Scan the material for the word "Paseo", then return every line where it appears.

-------- EXTRACTED MATERIAL

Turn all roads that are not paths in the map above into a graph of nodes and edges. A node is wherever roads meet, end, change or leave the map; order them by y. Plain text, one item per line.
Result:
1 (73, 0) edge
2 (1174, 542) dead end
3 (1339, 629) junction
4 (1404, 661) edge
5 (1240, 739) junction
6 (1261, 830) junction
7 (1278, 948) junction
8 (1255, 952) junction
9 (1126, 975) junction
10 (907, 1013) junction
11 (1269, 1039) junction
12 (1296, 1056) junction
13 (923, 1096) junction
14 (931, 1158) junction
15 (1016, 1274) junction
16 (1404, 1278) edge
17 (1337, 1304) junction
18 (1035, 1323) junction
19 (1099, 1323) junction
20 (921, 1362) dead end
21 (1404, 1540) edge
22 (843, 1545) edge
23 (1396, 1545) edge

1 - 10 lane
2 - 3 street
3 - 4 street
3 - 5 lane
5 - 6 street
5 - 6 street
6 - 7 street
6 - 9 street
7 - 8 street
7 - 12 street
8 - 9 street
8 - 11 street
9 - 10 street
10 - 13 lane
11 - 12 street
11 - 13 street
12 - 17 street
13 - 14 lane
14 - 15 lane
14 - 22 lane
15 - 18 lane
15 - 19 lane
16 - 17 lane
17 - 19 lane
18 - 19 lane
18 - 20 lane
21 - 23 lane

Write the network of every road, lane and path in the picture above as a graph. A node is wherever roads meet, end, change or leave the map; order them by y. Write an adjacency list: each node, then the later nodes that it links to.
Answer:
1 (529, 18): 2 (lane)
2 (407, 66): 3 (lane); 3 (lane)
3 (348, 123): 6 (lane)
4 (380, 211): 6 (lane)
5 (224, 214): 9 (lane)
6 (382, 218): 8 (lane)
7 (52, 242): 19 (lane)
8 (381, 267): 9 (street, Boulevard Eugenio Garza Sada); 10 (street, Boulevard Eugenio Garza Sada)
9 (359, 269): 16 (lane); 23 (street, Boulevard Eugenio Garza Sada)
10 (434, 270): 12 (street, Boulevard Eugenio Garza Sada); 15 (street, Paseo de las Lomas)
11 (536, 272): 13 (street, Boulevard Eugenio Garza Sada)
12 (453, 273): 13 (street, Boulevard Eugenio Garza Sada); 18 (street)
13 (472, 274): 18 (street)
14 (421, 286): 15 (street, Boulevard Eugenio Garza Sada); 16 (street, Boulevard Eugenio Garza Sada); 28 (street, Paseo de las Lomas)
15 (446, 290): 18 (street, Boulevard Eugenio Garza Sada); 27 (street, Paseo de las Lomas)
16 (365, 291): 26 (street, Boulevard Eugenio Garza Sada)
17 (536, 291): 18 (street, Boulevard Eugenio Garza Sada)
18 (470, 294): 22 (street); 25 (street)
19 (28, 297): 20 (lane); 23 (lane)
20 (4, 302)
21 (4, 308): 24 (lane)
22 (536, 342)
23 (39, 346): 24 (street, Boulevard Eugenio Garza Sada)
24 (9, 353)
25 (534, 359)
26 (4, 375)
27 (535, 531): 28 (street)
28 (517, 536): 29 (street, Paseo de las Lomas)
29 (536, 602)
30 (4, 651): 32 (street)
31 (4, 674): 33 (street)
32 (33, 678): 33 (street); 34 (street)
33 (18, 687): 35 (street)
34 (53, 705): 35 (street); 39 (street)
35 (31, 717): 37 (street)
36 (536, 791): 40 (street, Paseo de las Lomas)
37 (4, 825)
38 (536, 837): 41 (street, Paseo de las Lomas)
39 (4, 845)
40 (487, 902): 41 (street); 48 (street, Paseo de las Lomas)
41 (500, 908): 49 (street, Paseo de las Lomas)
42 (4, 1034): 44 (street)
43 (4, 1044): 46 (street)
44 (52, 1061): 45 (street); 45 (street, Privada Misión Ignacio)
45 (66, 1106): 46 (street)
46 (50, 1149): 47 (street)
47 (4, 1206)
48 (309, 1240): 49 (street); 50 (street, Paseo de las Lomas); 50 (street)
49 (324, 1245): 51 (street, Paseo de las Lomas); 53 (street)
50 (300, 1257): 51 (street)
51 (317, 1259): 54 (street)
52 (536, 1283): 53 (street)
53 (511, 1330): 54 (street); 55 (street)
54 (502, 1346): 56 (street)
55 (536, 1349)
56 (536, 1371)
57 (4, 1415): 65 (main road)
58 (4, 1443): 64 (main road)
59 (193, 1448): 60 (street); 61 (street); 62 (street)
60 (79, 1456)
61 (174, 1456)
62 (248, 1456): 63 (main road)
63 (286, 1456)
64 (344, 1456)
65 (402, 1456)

----------------

## SOLUTION FOR THIS PROBLEM
10 (434, 270): 12 (street, Boulevard Eugenio Garza Sada); 15 (street, Paseo de las Lomas)
14 (421, 286): 15 (street, Boulevard Eugenio Garza Sada); 16 (street, Boulevard Eugenio Garza Sada); 28 (street, Paseo de las Lomas)
15 (446, 290): 18 (street, Boulevard Eugenio Garza Sada); 27 (street, Paseo de las Lomas)
28 (517, 536): 29 (street, Paseo de las Lomas)
36 (536, 791): 40 (street, Paseo de las Lomas)
38 (536, 837): 41 (street, Paseo de las Lomas)
40 (487, 902): 41 (street); 48 (street, Paseo de las Lomas)
41 (500, 908): 49 (street, Paseo de las Lomas)
48 (309, 1240): 49 (street); 50 (street, Paseo de las Lomas); 50 (street)
49 (324, 1245): 51 (street, Paseo de las Lomas); 53 (street)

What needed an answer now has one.